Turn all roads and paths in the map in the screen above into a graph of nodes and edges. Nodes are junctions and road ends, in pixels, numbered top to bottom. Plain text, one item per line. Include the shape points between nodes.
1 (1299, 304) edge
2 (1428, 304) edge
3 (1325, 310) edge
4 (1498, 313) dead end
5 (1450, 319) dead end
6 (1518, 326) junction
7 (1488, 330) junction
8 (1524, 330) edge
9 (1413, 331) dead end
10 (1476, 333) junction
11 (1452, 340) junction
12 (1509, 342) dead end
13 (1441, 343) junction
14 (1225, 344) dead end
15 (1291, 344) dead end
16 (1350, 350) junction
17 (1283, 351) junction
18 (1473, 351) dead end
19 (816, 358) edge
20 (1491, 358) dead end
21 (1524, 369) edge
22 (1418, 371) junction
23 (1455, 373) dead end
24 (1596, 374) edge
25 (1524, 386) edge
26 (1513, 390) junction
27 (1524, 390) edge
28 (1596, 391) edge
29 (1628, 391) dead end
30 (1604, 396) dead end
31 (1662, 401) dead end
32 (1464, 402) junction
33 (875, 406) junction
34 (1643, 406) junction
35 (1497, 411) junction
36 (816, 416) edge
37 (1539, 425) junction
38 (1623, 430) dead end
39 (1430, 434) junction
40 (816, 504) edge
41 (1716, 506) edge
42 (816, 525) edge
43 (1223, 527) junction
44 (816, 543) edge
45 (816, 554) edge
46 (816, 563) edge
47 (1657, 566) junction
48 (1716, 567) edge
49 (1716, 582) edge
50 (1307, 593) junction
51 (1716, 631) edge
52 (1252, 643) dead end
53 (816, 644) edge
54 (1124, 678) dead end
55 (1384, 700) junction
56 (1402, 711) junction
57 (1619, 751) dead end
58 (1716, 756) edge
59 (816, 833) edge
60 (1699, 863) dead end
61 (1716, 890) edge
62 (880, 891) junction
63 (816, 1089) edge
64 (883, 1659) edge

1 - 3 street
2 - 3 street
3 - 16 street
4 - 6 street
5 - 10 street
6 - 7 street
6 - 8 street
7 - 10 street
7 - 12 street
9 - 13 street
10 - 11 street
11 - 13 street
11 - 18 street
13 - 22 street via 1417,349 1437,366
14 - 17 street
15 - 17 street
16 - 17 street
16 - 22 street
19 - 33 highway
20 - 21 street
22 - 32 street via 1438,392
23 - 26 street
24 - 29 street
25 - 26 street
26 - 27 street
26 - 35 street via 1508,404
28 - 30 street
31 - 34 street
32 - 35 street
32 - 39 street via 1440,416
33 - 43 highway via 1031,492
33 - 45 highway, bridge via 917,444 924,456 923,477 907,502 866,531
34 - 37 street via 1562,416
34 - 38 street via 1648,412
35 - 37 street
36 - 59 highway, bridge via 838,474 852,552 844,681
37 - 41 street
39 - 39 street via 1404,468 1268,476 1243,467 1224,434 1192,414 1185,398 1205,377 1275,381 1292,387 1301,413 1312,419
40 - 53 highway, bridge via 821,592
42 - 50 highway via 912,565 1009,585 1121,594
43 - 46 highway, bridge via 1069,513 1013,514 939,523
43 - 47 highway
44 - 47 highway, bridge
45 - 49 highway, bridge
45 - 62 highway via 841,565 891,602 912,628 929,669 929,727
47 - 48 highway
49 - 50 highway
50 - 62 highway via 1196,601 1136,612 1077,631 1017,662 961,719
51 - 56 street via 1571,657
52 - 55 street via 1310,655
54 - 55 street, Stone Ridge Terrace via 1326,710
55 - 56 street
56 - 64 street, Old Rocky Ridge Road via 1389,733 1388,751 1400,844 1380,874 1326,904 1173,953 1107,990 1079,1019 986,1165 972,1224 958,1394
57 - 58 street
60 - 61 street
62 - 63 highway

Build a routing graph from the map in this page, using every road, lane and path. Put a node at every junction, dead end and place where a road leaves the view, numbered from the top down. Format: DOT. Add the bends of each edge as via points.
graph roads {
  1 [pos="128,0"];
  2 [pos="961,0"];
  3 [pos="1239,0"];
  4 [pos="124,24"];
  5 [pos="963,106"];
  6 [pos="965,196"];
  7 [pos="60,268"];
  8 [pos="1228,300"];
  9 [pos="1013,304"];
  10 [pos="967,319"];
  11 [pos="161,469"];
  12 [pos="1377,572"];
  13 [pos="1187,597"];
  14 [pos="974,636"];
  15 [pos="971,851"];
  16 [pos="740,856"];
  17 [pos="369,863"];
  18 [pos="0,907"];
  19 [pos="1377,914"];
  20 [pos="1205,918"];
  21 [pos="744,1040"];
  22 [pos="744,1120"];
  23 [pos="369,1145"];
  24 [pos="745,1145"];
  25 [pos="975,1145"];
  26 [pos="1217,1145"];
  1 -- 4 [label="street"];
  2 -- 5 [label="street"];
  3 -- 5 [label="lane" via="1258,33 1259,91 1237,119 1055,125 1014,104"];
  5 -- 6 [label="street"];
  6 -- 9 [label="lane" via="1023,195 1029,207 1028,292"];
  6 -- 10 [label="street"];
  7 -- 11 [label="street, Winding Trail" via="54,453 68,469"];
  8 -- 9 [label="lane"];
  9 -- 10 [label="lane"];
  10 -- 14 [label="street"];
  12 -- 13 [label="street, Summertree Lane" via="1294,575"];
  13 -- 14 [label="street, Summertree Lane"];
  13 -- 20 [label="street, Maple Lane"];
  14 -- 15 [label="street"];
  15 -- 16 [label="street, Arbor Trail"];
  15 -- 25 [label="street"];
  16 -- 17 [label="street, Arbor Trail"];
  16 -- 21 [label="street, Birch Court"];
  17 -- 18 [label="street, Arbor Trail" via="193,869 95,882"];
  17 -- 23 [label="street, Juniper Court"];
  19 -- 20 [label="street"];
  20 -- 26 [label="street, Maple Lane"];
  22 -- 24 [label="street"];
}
════════
Your objective:
Using the listing above, show every line that includes the string "bridge".

Result:
33 - 45 highway, bridge via 917,444 924,456 923,477 907,502 866,531
36 - 59 highway, bridge via 838,474 852,552 844,681
40 - 53 highway, bridge via 821,592
43 - 46 highway, bridge via 1069,513 1013,514 939,523
44 - 47 highway, bridge
45 - 49 highway, bridge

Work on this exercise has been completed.